HMAC-SHA256(stdin)= completely_different_value...

# And if the message is modified, the HMAC changes
$ echo -n "Transfer $10000 to account 99999" | \
    openssl dgst -sha256 -hmac "shared_secret_key"
HMAC-SHA256(stdin)= also_completely_different...

# Both the message AND the key must match for verification

Where HMACs Are Used (With Real Examples)

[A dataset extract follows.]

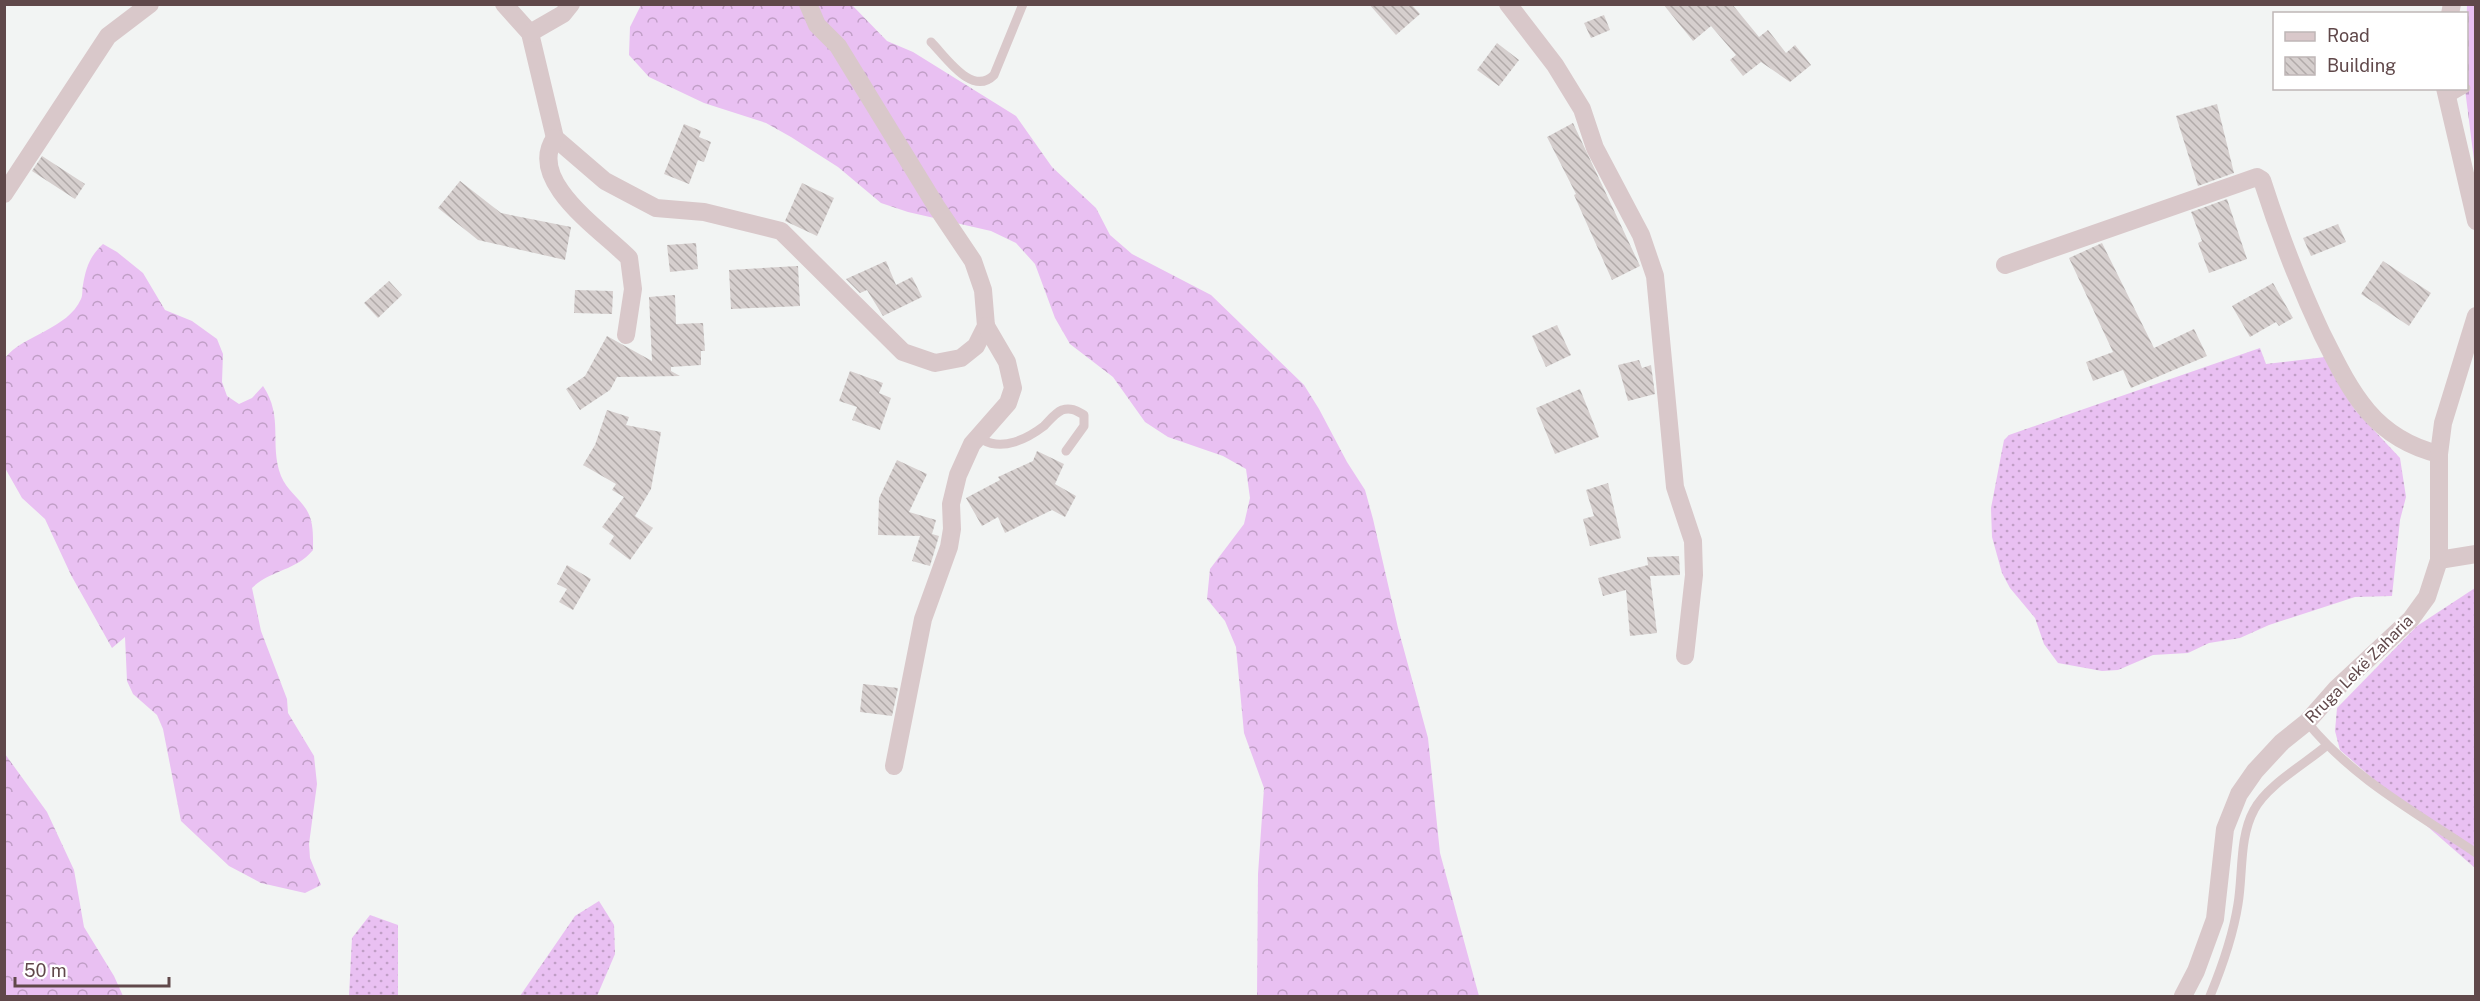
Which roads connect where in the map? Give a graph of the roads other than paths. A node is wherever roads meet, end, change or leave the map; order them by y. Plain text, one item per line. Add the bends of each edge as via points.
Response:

Application	How HMAC is Used
AWS Signature V4	Every AWS API request is signed with HMAC-SHA256 using your secret access key. The signature covers HTTP method, URI, headers, query parameters, and payload hash. AWS verifies the signature server-side.
JWT (HS256)	JWTs using the HS256 algorithm sign the header+payload with HMAC-SHA256. The server verifies with the shared secret. (RS256 uses RSA signatures instead.)
TLS record protocol	In TLS 1.2 with non-AEAD cipher suites, each record includes an HMAC for integrity. In TLS 1.3, AEAD modes (GCM) provide authentication directly.
Webhook verification	GitHub, Stripe, Slack, and others sign webhook payloads with HMAC-SHA256. Your server verifies the signature to ensure the webhook is authentic.
Cookie integrity	Web frameworks (Rails, Django, Express) sign session cookies with HMAC to prevent client-side tampering.
TOTP/HOTP	Time-based and HMAC-based one-time passwords use HMAC-SHA1 (specified by RFC 6238/4226).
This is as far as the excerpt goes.